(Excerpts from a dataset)
BEGIN
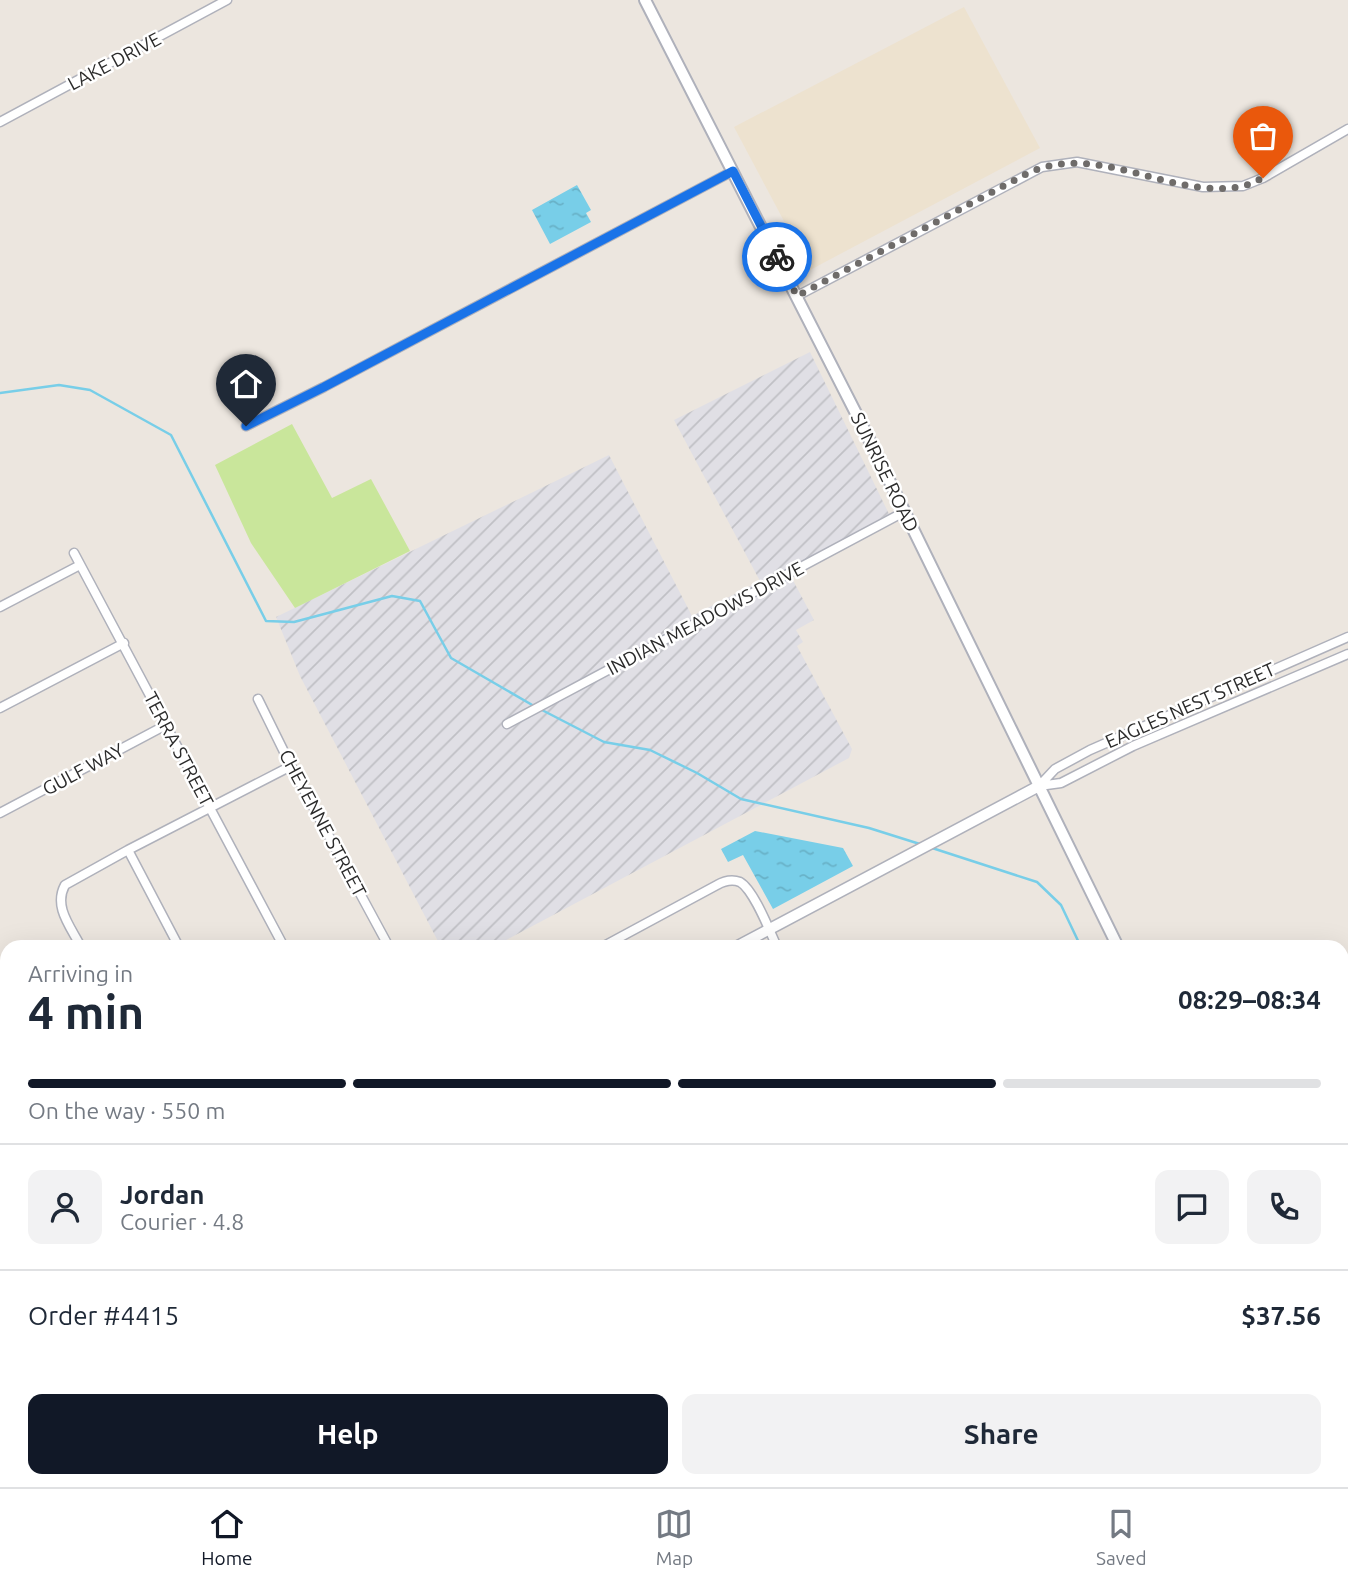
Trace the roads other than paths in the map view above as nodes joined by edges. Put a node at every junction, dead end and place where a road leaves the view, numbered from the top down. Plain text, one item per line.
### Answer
1 (227, 0) edge
2 (645, 0) edge
3 (0, 122) edge
4 (1348, 129) edge
5 (733, 171) junction
6 (797, 296) junction
7 (246, 426) dead end
8 (904, 512) junction
9 (74, 553) dead end
10 (80, 565) junction
11 (0, 607) edge
12 (1348, 637) edge
13 (124, 643) junction
14 (1348, 654) edge
15 (258, 699) dead end
16 (0, 708) edge
17 (507, 724) dead end
18 (166, 725) junction
19 (291, 766) junction
20 (1040, 786) junction
21 (210, 807) junction
22 (0, 813) edge
23 (128, 850) junction
24 (768, 929) junction
25 (77, 940) edge
26 (175, 940) edge
27 (280, 940) edge
28 (384, 940) edge
29 (615, 940) edge
30 (748, 940) edge
31 (774, 940) edge
32 (1115, 940) edge

1 - 3 street, LAKE DRIVE
2 - 5 main road, SUNRISE ROAD
4 - 6 street
5 - 6 main road, SUNRISE ROAD
5 - 7 street
6 - 8 main road, SUNRISE ROAD
8 - 17 street, INDIAN MEADOWS DRIVE
8 - 20 main road, SUNRISE ROAD
9 - 10 street, TERRA STREET
10 - 11 street
10 - 13 street, TERRA STREET
12 - 20 street, EAGLES NEST STREET
13 - 16 street
13 - 18 street, TERRA STREET
14 - 20 street, EAGLES NEST STREET
15 - 19 street, CHEYENNE STREET
18 - 21 street, TERRA STREET
18 - 22 street, GULF WAY
19 - 21 street
19 - 28 street, CHEYENNE STREET
20 - 24 street, EAGLES NEST STREET
20 - 32 main road, SUNRISE ROAD
21 - 23 street
21 - 27 street, TERRA STREET
23 - 25 street
23 - 26 street
24 - 29 street
24 - 30 street, EAGLES NEST STREET
24 - 31 street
END
What needs to be done: Your reply should restate the data above word for word and contain no pictures.

Exercise result:
Trace the roads other than paths in the map view above as nodes joined by edges. Put a node at every junction, dead end and place where a road leaves the view, numbered from the top down. Plain text, one item per line.
### Answer
1 (227, 0) edge
2 (645, 0) edge
3 (0, 122) edge
4 (1348, 129) edge
5 (733, 171) junction
6 (797, 296) junction
7 (246, 426) dead end
8 (904, 512) junction
9 (74, 553) dead end
10 (80, 565) junction
11 (0, 607) edge
12 (1348, 637) edge
13 (124, 643) junction
14 (1348, 654) edge
15 (258, 699) dead end
16 (0, 708) edge
17 (507, 724) dead end
18 (166, 725) junction
19 (291, 766) junction
20 (1040, 786) junction
21 (210, 807) junction
22 (0, 813) edge
23 (128, 850) junction
24 (768, 929) junction
25 (77, 940) edge
26 (175, 940) edge
27 (280, 940) edge
28 (384, 940) edge
29 (615, 940) edge
30 (748, 940) edge
31 (774, 940) edge
32 (1115, 940) edge

1 - 3 street, LAKE DRIVE
2 - 5 main road, SUNRISE ROAD
4 - 6 street
5 - 6 main road, SUNRISE ROAD
5 - 7 street
6 - 8 main road, SUNRISE ROAD
8 - 17 street, INDIAN MEADOWS DRIVE
8 - 20 main road, SUNRISE ROAD
9 - 10 street, TERRA STREET
10 - 11 street
10 - 13 street, TERRA STREET
12 - 20 street, EAGLES NEST STREET
13 - 16 street
13 - 18 street, TERRA STREET
14 - 20 street, EAGLES NEST STREET
15 - 19 street, CHEYENNE STREET
18 - 21 street, TERRA STREET
18 - 22 street, GULF WAY
19 - 21 street
19 - 28 street, CHEYENNE STREET
20 - 24 street, EAGLES NEST STREET
20 - 32 main road, SUNRISE ROAD
21 - 23 street
21 - 27 street, TERRA STREET
23 - 25 street
23 - 26 street
24 - 29 street
24 - 30 street, EAGLES NEST STREET
24 - 31 street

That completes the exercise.